国内の死亡原因の第一位はがんであるが、これは人間に限った話ではない。がんは、イヌやネコにおいても主たる死亡原因となっている。医学と獣医学の発展により、分子標的薬やがん免疫療法など有効性の高い治療法が開発されてきている一方、治療法の多様化に伴いがん治療が複雑化している。そこで現場で重要になるのが、がん治療の予後予測だ。

 

患者で異なるがん治療の予後

 完治が未だ難しいがん治療において、飼い主にとっても、獣医師にとっても、患者の予後を把握し定期検診を行うことは重要である。「がんに患った動物たちが少しでも長く、できる限り苦しまずに生きてもらうためには、患者の予後を正確に判定し、治療及び検診のプランニングを立てることが重要です。」と話す吉本氏。

 1980年以来、小動物臨床におけるがん患者の予後予測は、がんの大きさ(T)、リンパ節転移の有無(N)、遠隔転移の有無(M)の3つから判定するTNM分類を用いることが標準的である。TNM分類はシンプルで実用性が高い一方で、推測される予後から大きく逸脱する症例も少なくない。その理由として、がんの不均一性が挙げられる。

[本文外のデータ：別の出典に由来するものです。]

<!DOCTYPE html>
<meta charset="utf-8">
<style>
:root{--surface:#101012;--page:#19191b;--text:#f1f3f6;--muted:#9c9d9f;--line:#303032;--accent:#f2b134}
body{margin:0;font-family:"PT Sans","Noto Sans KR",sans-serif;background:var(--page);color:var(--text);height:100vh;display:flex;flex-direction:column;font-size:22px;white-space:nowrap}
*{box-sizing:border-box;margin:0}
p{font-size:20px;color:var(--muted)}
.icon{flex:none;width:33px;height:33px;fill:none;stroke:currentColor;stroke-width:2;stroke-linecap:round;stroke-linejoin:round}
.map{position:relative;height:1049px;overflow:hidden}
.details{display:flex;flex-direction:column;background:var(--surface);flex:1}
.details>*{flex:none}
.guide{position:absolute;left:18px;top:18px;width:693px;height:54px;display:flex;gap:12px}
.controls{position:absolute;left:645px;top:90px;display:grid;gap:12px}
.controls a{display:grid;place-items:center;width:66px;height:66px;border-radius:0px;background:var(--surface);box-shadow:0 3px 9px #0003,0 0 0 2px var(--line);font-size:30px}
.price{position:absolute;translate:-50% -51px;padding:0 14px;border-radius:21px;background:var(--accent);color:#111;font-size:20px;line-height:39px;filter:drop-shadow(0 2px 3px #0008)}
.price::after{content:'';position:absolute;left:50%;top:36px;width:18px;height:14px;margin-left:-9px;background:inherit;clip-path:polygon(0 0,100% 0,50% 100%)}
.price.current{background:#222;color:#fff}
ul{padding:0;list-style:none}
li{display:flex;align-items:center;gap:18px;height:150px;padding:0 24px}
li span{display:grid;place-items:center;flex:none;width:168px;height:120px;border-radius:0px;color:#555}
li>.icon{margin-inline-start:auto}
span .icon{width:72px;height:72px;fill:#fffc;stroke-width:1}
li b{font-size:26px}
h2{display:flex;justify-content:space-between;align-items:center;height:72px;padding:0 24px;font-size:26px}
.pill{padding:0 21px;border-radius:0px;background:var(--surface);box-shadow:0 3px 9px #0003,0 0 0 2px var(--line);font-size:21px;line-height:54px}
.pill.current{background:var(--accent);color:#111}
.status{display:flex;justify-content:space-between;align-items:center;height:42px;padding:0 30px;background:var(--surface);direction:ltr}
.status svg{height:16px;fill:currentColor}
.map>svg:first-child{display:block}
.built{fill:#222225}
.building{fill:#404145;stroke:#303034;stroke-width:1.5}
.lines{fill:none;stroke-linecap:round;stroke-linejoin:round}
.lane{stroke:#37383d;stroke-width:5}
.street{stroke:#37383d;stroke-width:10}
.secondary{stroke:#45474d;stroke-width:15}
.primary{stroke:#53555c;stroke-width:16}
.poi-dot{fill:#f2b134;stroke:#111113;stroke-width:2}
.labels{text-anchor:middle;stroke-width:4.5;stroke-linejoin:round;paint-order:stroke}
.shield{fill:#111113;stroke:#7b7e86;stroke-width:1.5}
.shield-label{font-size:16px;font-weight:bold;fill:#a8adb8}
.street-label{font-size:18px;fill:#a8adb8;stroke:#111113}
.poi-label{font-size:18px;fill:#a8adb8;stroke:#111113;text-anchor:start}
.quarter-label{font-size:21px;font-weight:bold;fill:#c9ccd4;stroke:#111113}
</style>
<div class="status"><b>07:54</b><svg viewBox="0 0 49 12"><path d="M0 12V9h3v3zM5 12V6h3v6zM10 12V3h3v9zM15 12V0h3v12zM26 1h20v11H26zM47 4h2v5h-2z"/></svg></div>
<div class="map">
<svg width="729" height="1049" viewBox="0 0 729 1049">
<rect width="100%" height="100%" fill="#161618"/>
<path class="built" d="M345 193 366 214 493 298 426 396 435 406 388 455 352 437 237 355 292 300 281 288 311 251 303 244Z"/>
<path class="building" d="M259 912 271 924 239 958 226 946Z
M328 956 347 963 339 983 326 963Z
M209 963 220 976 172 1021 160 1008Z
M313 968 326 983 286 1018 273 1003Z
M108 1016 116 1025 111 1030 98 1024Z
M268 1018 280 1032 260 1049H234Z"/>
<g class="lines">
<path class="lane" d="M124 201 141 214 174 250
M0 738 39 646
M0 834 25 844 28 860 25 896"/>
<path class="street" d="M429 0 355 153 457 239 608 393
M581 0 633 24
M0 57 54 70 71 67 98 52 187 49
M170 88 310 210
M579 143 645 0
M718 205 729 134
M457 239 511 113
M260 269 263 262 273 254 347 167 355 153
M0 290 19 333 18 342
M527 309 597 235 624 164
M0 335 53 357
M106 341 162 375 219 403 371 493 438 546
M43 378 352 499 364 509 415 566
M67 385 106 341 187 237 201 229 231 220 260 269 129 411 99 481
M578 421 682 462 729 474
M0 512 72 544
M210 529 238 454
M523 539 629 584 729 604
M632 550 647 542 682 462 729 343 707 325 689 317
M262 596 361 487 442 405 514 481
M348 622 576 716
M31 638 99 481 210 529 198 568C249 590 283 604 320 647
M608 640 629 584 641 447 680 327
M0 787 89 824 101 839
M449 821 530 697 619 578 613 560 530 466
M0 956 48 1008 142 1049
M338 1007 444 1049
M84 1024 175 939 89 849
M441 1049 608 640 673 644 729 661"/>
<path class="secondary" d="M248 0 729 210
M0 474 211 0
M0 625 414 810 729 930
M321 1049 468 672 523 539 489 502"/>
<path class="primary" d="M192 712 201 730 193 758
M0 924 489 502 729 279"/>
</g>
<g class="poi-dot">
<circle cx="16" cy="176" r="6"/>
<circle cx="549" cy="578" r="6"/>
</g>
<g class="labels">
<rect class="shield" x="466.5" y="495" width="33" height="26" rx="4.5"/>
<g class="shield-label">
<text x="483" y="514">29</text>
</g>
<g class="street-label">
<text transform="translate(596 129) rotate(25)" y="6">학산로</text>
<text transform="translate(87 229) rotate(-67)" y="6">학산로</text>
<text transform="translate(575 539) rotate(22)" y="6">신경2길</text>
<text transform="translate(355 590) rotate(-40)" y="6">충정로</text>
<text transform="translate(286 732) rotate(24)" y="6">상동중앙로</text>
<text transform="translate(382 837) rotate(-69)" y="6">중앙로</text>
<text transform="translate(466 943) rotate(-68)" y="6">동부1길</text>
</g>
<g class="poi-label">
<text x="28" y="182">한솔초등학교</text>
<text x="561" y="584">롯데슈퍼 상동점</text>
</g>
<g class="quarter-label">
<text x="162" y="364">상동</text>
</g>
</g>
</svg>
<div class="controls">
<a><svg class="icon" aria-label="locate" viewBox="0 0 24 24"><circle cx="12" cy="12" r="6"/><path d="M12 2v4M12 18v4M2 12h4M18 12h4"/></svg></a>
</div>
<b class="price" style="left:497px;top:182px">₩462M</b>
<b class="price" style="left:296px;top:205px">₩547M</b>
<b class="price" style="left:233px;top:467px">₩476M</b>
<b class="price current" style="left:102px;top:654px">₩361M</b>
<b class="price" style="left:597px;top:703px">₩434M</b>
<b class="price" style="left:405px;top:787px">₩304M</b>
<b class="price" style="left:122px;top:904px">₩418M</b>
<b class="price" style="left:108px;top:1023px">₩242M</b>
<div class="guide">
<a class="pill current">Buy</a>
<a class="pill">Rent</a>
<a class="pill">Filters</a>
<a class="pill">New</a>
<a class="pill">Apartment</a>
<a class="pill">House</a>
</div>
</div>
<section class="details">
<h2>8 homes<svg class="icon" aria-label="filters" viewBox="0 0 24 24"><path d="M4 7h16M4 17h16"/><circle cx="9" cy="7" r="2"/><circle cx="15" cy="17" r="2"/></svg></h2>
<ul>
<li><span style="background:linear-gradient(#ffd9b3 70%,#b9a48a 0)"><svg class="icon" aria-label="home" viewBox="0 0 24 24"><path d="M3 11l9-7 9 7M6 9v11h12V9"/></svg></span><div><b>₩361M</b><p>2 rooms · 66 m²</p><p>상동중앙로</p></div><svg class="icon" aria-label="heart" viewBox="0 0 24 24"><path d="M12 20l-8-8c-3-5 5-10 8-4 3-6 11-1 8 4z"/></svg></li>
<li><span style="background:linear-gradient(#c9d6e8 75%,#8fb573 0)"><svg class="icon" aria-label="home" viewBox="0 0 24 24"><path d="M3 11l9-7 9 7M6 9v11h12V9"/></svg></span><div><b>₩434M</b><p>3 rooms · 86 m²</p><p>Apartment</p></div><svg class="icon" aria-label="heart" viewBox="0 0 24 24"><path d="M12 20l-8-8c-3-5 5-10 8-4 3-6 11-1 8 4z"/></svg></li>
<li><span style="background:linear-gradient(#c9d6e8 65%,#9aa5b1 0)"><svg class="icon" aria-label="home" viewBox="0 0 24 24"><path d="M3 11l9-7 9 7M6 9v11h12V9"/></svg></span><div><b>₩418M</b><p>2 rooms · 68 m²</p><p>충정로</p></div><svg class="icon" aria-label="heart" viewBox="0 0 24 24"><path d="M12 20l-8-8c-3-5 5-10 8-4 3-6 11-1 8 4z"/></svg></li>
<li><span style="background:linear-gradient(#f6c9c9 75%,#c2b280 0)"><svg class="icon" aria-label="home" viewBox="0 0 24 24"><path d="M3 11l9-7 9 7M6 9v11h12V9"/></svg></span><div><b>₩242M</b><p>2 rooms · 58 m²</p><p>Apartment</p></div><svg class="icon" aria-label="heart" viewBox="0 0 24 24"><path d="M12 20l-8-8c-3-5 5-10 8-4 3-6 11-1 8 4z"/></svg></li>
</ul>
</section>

がんは複雑な細胞集団から構成されるが、その細胞構成は患者間で異なっており、予後に影響することが明らかとなっている。

 近年、がんの不均一性に関する理解が深まり、がんの挙動や治療反応を決定する因子、がんの悪性化を促進する細胞などが徐々に明らかとなってきた。中には、患者の予後に大きなインパクトを与える要素もあり、臨床現場でTNM分類と組み合わせて予後を推測するために使用されているものもある。

機械学習の有用性を獣医療に

 これまでのがん研究により、予後に関連する因子は多数明らかとなっているが、医師がこれらの情報を網羅的に解釈して、直接的に予後推定に役立てることは難しい。人医療の現場では、医師をサポートするために人工知能(AI)によってがん患者の予後を予測するアルゴリズムが開発されている。一方で、獣医療におけるAIの活用は一部の画像診断等に限られているのが現状だ。

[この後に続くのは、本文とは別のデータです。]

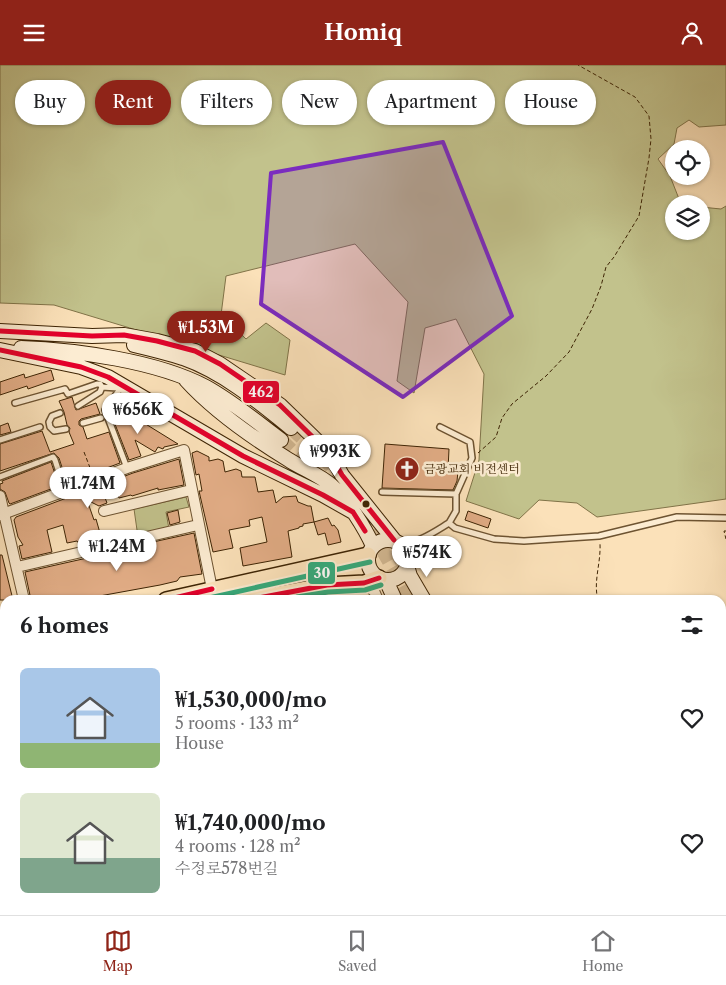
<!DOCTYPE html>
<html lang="en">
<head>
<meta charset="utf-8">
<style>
  :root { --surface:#fff; --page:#f6f6f6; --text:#202124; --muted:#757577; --line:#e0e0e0; --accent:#8f2418 }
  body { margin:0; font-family:"Libre Caslon Text","Noto Serif KR",serif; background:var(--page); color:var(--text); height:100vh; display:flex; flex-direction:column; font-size:19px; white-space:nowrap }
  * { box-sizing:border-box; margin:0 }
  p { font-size:16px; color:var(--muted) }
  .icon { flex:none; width:28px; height:28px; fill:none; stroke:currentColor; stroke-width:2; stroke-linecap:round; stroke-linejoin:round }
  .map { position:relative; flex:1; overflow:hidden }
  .sheet { position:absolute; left:0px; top:530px; width:726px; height:320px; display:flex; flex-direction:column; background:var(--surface); border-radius:15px 15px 0 0; box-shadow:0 1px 4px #0004 }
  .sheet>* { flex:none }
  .hud { position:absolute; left:15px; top:15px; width:696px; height:45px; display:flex; gap:10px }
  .buttons { position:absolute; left:665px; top:75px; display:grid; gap:10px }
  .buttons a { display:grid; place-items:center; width:45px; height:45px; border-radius:50%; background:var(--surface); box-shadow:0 1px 4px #0004; font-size:25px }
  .price { position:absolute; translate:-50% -42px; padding:0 11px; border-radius:18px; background:#fff; color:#222; font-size:16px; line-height:32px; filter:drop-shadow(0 1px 2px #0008) }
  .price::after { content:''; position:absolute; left:50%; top:30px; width:15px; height:11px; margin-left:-8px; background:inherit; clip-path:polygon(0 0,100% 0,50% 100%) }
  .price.current { background:var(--accent); color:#fff }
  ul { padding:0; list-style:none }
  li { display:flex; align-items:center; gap:15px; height:125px; padding:0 20px }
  li span { display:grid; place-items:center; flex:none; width:140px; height:100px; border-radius:8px; color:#555 }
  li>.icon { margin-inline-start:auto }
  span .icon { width:60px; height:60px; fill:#fffc; stroke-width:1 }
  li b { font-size:21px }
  h2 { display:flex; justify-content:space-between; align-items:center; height:60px; padding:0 20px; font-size:21px }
  .chip { padding:0 18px; border-radius:22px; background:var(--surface); box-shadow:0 1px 4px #0004; font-size:18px; line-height:45px }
  .chip.current { background:var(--accent); color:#fff }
  header { display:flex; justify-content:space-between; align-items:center; height:65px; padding:0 20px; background:var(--accent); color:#fff; font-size:22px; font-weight:700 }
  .tabs { display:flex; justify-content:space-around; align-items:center; height:70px; border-top:1px solid var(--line); background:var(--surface); font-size:14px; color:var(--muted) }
  .tabs a { display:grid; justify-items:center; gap:2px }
  .tabs .current { color:var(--accent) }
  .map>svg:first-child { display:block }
  .green { fill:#c2c28c; stroke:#807348 }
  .building { fill:#e0ab84; stroke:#3e2404 }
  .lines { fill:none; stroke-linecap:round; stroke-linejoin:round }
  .secondary-tunnel { stroke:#d5bb95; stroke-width:14; stroke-dasharray:14 7; stroke-linecap:butt }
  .service-casing { stroke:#6d5331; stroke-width:8 }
  .minor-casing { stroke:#6d5331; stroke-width:12 }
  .secondary-casing { stroke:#3e2404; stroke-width:16 }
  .primary-casing { stroke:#3e2404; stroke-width:18 }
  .path { stroke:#3e2404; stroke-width:1; stroke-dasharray:4 2.5; stroke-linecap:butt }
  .service { stroke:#fcecd2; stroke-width:5 }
  .minor { stroke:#fcecd2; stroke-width:10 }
  .secondary { stroke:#fcecd2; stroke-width:14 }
  .primary { stroke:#fbe1b9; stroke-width:15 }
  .bus-1-casing { stroke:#fcecd2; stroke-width:9 }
  .bus-2-casing { stroke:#fcecd2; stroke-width:9 }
  .bus-1 { stroke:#e4002b; stroke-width:5 }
  .bus-2 { stroke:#35aa7b; stroke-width:5 }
  .marked { fill:#7b2cbf; fill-opacity:0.2; stroke:#7b2cbf; stroke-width:4; stroke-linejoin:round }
  .bus-dot { fill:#3e2404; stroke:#fcecd2; stroke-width:2 }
  .labels { text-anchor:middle; stroke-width:5; stroke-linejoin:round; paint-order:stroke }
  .poi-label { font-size:12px; fill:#3e2404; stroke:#fcecd2; text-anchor:start }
  .line-badge { stroke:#fcecd2; stroke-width:2 }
  .badge-label { font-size:14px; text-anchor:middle; font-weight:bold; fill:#fff }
</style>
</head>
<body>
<header><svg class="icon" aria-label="menu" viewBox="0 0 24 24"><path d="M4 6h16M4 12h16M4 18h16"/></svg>Homiq<svg class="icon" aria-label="person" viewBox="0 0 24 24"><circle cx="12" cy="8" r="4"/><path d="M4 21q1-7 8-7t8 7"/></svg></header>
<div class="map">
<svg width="726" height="850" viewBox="0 0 726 850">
  <rect width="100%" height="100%" fill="#fbe1b9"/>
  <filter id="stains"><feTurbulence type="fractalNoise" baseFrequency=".004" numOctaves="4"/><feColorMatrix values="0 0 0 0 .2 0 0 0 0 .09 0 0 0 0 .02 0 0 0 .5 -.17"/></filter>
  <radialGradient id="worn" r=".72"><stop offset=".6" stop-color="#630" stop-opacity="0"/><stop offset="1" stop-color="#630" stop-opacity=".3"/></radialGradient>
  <!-- green -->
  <path class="green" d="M0,0H726V60L699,62L689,55L677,63L674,79L658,94L670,111L681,139H674V166H701V142L721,144L726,141V434L597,452L577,438L539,435L519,454L466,436L479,395L484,309L456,254L425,263L414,328L397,316L408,237L355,179L226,211L221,250L246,274L266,258L290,275L285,310L54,240L0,238Z
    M186,432L189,442L166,447L169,464L138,472L134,444Z
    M721,568L726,570V850H474L477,845H721Z
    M225,845H254L255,850H215V847Z"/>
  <!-- building -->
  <path class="building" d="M51,305L54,315L28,324L27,321L0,330V317L24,309L25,313Z
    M72,332L76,345L96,338L100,349L81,354L79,356V360L83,362L87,374L109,367L120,398L67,418L59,393L54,388L0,406V379L42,366L50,387L74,379L69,367L70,363L67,360L64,347L59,336Z
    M125,344L128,346L136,365L141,357L144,358L178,379L164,382L163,384L158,382L155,387L135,375L141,391L129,395L111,349Z
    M8,358L11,367L0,370V361Z
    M385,379L449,384L448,405L458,406L457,416L453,425L382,423Z
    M197,386L209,392V396L218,394L223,396L225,407L236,404L241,406L242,412H255L258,427L273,425L276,438L283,432L296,431L298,437L308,441H311L314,457L303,459V461L299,462V463L288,466L292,492L243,501L240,483L267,477L262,452L249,455L250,461L229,465L233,483L213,487L199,426H202L199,409L196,410L192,388Z
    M179,394L184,420L158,425V423L132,431L131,430L119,433L116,426L104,430L107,438L99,441L87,435L94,455L96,454L102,475L80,480L77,476L67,478L63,460L47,465L52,487L22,494L19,481L23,480L18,472L14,455L16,452L133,408Z
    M51,397L59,421L10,439L9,438L5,427L0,424V419L3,418L2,416Z
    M178,445L180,457L170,460L167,448Z
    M468,446L491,454L488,463L465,455Z
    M328,453L332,461L334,460L338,465L341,477L328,480L325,468L318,470L314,457Z
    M194,468L202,509L180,512L177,516L160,520L94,532V535H31L25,507L127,484L128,488L154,482L153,477Z
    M0,490H2L13,535H0Z"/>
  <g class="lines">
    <!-- secondary-tunnel -->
    <path class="secondary-tunnel" d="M291,363L321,390L337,409
      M281,375L313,406
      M384,466L411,512
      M370,467L383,486L411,535"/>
    <defs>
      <path id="service" d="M120,324L105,345L127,403
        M15,338L65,324L68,329L97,319H100L102,322
        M78,341L100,327L102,322L117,323
        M60,348L52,351L49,357L50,362L54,366L66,364
        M83,358L101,353
        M440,362L470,377L472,393L456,429V446L449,458
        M0,375L40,362
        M0,412L53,392L55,395L65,426
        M382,427L456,429
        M399,478C418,479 434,467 449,458L455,463L494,474L524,476L599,471L677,452L726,453
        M408,498L411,486L419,475
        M0,688L5,708
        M0,813L5,812
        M202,845L203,850
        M300,845L301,850"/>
      <path id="minor" d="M0,431L24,535
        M104,446L191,425
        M0,450L127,403L184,385L212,524
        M17,502L198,460
        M364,518L374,526L378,535
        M0,702L4,701
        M0,787L5,786
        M159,850L182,845"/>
      <path id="secondary" d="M0,266L92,271L124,270L157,276L195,286L220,299L280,340L312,371L330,389L342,410L394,475
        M134,280C151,284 167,288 183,293C223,307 259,337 291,363
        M21,283C76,285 157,296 206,322C233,337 257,357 281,375
        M0,285L81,302L108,312L243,391L323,430L353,447
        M186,315C215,347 253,373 289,395C303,404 320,410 332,421C346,432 366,465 373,481
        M368 495a20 20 0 1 1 40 0a20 20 0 1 1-40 0Z
        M407,501L410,511L424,535
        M386,515L395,535
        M414,850L416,845
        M430,850L433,845
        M454,850L456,845"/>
      <path id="primary" d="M166,535L368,490
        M248,535L327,520L364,518L379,513
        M0,573L5,571
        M0,594L5,593"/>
    </defs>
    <!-- service casing -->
    <use href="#service" class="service-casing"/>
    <!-- minor casing -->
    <use href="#minor" class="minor-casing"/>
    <!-- secondary casing -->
    <use href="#secondary" class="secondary-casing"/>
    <!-- primary casing -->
    <use href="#primary" class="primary-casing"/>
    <!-- path -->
    <path class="path" d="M84,387L92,408
      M478,388L496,372L502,353L512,339L546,311L569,287L592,244L601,221L606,202L614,192L639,151L649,93L651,74L649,51L635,32L578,0
      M726,466H724L726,474
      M598,535C593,517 601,498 600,479
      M721,548L726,547
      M721,702L726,705
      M521,850L528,845"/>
    <!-- service -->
    <use href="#service" class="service"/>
    <!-- minor -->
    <use href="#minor" class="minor"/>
    <!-- secondary -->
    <use href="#secondary" class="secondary"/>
    <!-- primary -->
    <use href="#primary" class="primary"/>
    <defs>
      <path id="bus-1" d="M0,266L92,271L124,270L157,276L195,286L220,299L280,340L330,389L342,410L394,475
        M0,285L81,302L108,312L243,391L323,430L353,447L365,466
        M166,535L212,524
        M248,535L327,520L364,518L379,513"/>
      <path id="bus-2" d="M297,532L328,527L365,525L381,520
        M200,535L370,497"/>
    </defs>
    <!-- bus-1 casing -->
    <use href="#bus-1" class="bus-1-casing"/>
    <!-- bus-2 casing -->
    <use href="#bus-2" class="bus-2-casing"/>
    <!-- bus-1 -->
    <use href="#bus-1" class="bus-1"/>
    <!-- bus-2 -->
    <use href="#bus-2" class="bus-2"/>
  </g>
  <!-- marked area -->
  <path class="marked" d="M443,77L512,251L403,332L261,239L271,108Z"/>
  <!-- icons -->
  <defs>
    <symbol id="church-disc" viewBox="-11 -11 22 22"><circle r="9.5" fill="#8f2418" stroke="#fcecd2"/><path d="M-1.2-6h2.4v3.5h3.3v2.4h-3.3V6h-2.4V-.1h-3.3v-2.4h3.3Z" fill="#fff"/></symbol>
  </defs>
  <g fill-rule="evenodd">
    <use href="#church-disc" x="393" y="390" width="28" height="28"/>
  </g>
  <!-- markers -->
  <circle class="bus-dot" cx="366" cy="439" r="4.5"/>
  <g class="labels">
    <!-- poi labels -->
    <g class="poi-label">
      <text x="424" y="408">금광교회 비전센터</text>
    </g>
  </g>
  <g class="line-badge">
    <rect x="242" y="315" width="38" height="24" rx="5" fill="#e4002b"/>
    <rect x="307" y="496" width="29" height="24" rx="5" fill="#35aa7b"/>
  </g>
  <g class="badge-label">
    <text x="261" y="332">462</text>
    <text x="322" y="513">30</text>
  </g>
  <rect width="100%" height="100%" filter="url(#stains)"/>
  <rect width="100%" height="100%" fill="url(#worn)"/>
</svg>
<div class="buttons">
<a><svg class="icon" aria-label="locate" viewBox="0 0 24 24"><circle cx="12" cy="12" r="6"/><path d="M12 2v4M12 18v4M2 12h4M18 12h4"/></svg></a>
<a><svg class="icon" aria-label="layers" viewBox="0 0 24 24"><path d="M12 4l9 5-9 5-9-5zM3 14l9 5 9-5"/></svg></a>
</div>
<b class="price current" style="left:206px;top:288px">₩1.53M</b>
<b class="price" style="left:138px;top:370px">₩656K</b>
<b class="price" style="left:335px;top:412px">₩993K</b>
<b class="price" style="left:88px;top:444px">₩1.74M</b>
<b class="price" style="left:117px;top:507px">₩1.24M</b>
<b class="price" style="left:427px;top:513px">₩574K</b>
<div class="hud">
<a class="chip">Buy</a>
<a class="chip current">Rent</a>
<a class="chip">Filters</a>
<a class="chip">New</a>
<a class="chip">Apartment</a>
<a class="chip">House</a>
</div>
<section class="sheet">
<h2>6 homes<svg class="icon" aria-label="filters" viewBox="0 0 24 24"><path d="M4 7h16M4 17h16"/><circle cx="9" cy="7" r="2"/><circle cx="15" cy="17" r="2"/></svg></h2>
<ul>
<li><span style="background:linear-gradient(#a9c7e8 75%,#8fb573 0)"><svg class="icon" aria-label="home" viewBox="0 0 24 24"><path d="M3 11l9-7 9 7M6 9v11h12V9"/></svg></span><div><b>₩1,530,000/mo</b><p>5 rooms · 133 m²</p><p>House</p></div><svg class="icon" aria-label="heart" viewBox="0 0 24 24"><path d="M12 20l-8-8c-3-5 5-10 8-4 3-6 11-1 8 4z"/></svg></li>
<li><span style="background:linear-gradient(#dfe7d0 65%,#7fa58c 0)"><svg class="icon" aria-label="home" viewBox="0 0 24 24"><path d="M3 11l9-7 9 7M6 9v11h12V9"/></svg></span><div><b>₩1,740,000/mo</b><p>4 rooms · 128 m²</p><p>수정로578번길</p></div><svg class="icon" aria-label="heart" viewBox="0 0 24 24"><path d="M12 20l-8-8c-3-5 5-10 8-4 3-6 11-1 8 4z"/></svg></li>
</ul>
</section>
</div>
<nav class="tabs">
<a class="current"><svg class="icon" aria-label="map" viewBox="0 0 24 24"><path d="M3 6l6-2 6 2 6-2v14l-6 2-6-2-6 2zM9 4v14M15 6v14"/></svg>Map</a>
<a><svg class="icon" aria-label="saved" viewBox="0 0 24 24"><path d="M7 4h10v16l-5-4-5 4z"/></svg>Saved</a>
<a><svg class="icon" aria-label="home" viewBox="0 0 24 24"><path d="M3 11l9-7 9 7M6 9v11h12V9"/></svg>Home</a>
</nav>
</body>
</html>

 そこで、吉本氏は小動物臨床で主な診察対象であるイヌとネコのがん患者を対象に、機械学習によって正確かつ詳細に予後を予測できるか、その有用性を明らかにすることを目指している。「まずは、患者情報や検査情報、がん組織を構築する細胞構成データから、イヌのがん患者の予後を予測するモデルの確立を目指します」。

イヌ・ネコの個別化医療の実現を目指して

 イヌでの検討結果を元に、ネコ等の他動物種への応用や、実際に臨床現場で活用できるシステムの開発に繋げていく予定だ。良質な学習データを集めるためには、他大学や動物病院の電子カルテデータも活用していきたいと吉本氏は話す。人医療に比べてやや遅れている電子カルテ情報の精度向上も望まれる。まだまだ検討事項は多いが、これらの取り組みをきっかけに、予後診断マーカーや薬剤感受性マーカーなどの知見がデータ上で蓄積されていけば、より患者に適した薬剤選択が可能になるだろう。それぞれの患者に最も適した医療を提供するという、個別化医療の実現に向けて、獣医療のフィールドからの挑戦が始まっている。